----- WORKING DATA
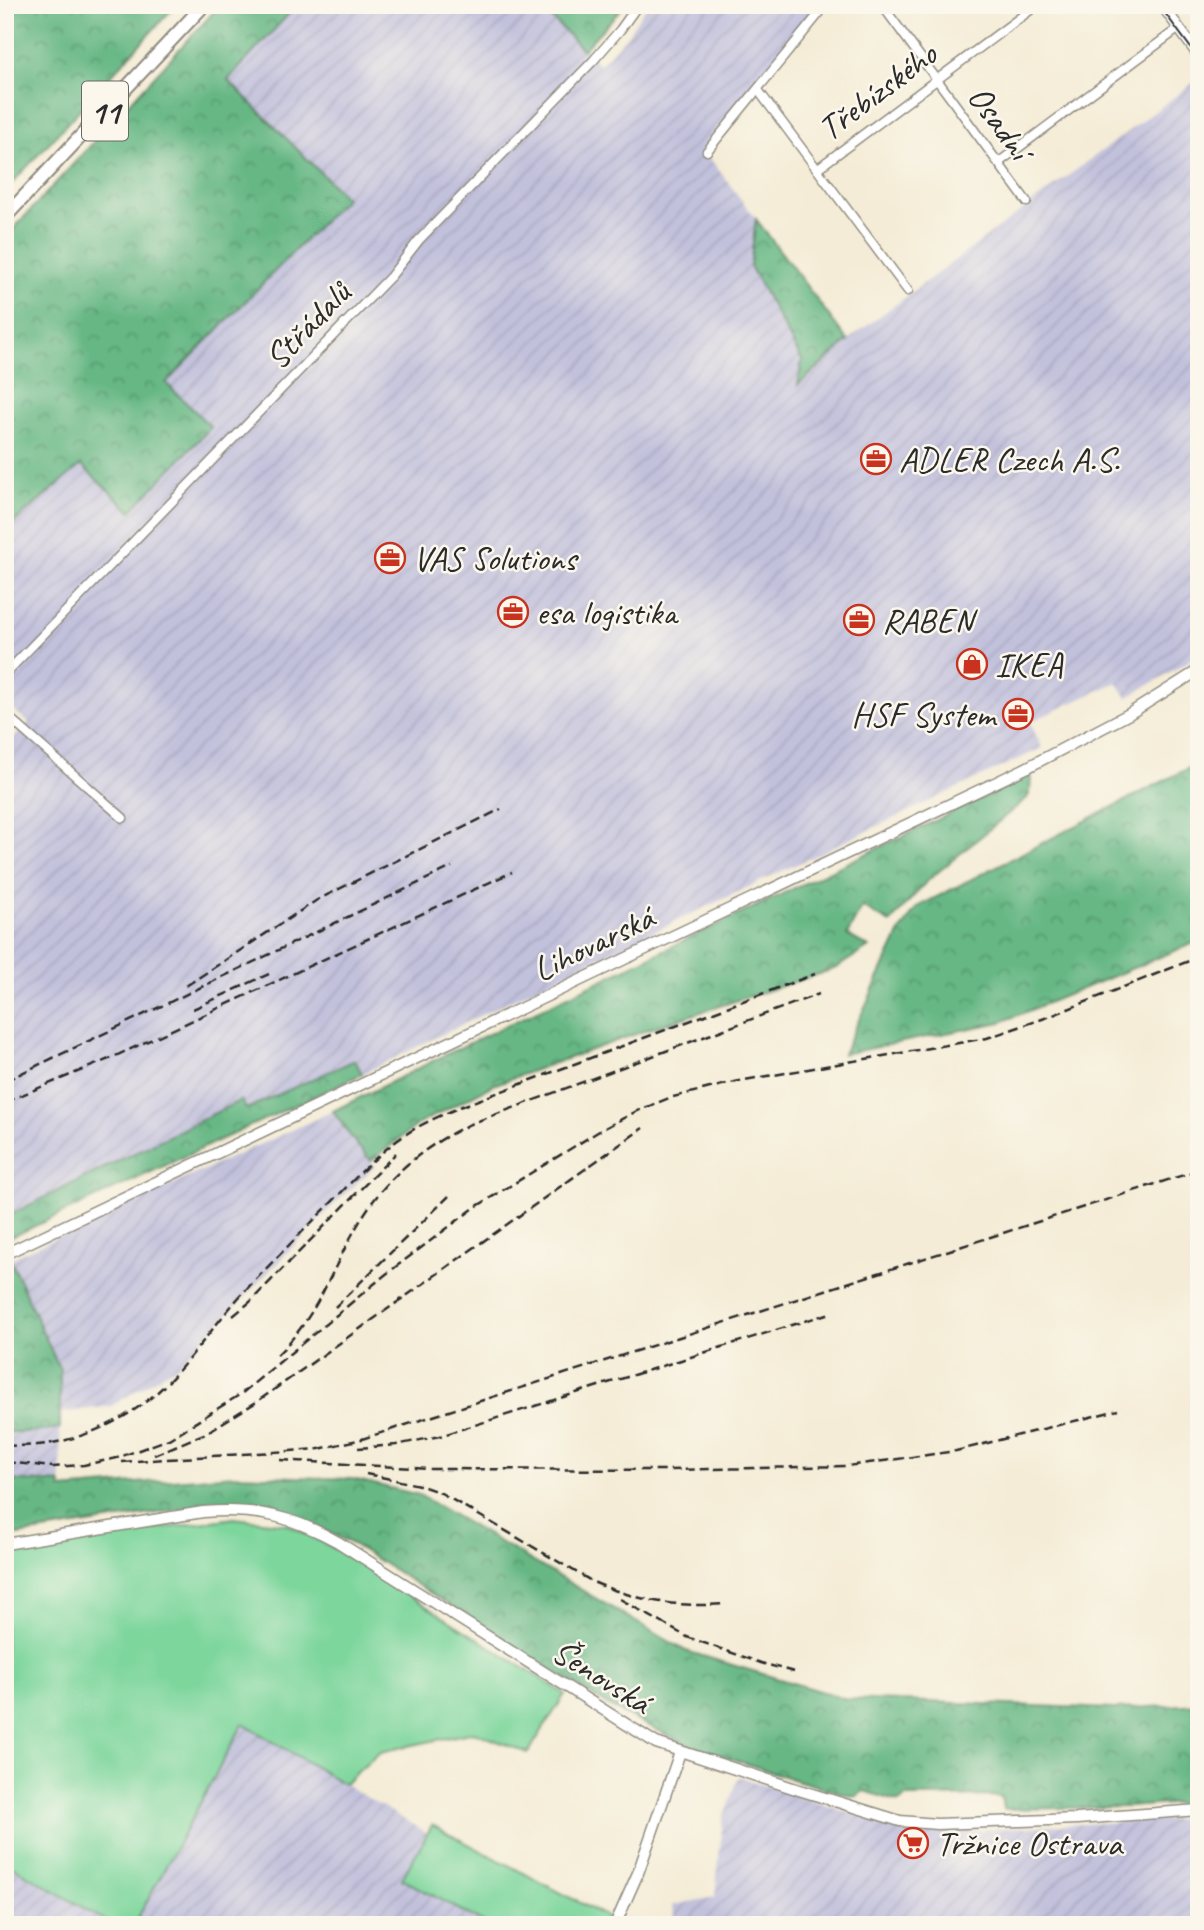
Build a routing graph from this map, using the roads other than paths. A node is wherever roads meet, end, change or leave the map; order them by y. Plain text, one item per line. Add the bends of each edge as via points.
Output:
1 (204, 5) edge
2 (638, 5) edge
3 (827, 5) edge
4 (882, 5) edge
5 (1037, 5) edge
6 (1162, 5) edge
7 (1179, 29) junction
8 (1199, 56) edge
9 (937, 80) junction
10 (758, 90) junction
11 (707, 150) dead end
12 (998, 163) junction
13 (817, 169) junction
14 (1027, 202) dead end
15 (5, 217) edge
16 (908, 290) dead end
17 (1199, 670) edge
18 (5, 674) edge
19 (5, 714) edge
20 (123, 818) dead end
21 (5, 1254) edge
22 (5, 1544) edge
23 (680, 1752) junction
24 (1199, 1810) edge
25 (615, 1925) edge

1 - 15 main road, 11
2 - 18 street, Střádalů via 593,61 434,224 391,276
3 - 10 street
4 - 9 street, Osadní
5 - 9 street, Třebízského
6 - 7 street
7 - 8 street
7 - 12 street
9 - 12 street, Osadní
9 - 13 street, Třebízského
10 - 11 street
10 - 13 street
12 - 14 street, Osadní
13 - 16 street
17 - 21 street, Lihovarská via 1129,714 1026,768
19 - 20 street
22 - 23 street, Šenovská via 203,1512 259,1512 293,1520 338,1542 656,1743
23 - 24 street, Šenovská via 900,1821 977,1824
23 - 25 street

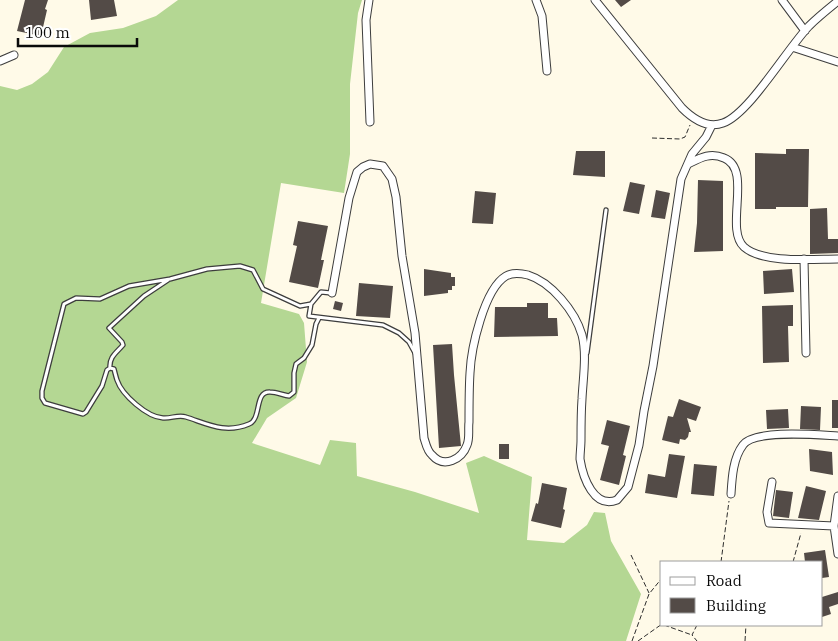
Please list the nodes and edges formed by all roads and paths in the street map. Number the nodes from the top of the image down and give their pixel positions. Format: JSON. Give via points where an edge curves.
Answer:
----------
----- WORKING DATA
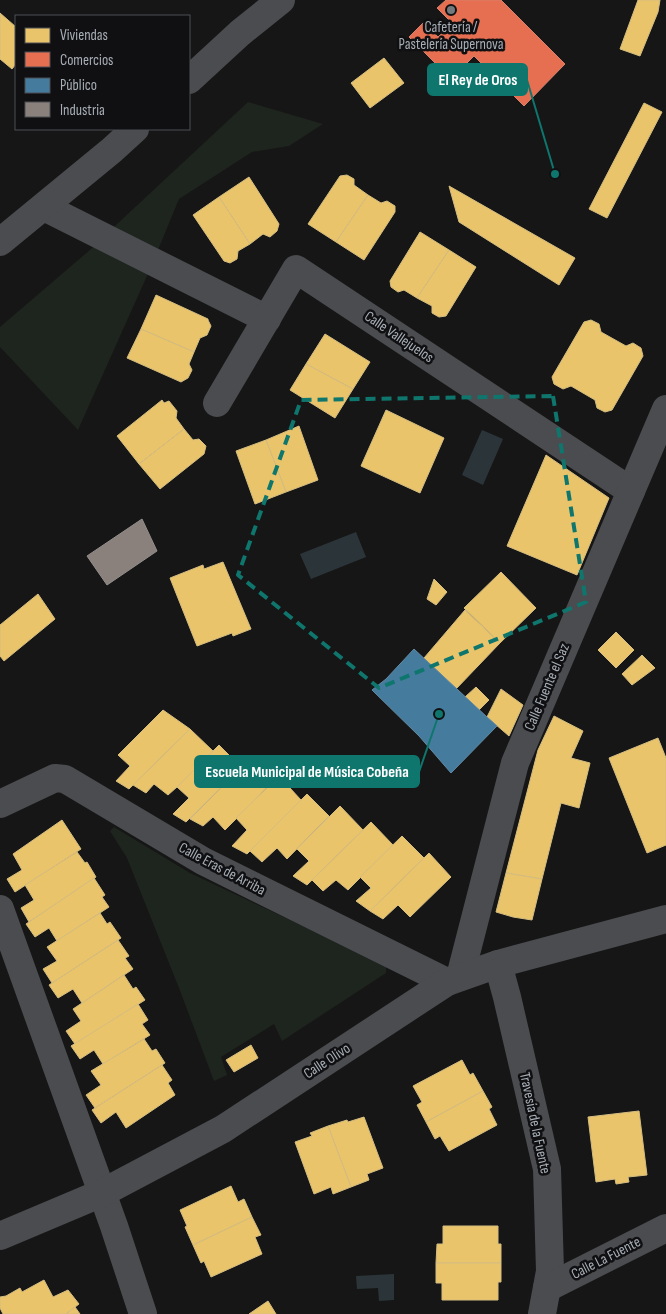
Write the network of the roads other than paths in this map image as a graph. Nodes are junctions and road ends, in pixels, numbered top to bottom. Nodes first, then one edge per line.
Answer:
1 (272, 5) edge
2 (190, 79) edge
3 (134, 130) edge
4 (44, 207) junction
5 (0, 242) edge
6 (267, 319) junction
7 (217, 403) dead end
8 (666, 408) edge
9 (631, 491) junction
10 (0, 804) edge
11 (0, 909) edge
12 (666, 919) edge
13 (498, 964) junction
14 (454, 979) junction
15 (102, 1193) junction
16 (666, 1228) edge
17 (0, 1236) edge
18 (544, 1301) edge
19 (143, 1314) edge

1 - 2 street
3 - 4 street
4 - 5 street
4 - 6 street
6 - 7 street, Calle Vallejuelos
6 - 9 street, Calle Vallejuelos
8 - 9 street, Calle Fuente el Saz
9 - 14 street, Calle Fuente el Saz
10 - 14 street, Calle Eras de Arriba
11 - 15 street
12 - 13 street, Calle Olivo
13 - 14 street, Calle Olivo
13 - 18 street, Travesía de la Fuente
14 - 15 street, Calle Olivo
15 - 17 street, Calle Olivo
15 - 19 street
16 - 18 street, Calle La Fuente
----------
> [TASK GOAL] Each line that holds the string "than" is to be copied from the entries above.

> [FINAL ANSWER]
Build a routing graph from this map, using the roads other than paths. A node is wherever roads meet, end, change or leave the map; order them by y. Plain text, one item per line. Add the bends of each edge as via points.
Write the network of the roads other than paths in this map image as a graph. Nodes are junctions and road ends, in pixels, numbered top to bottom. Nodes first, then one edge per line.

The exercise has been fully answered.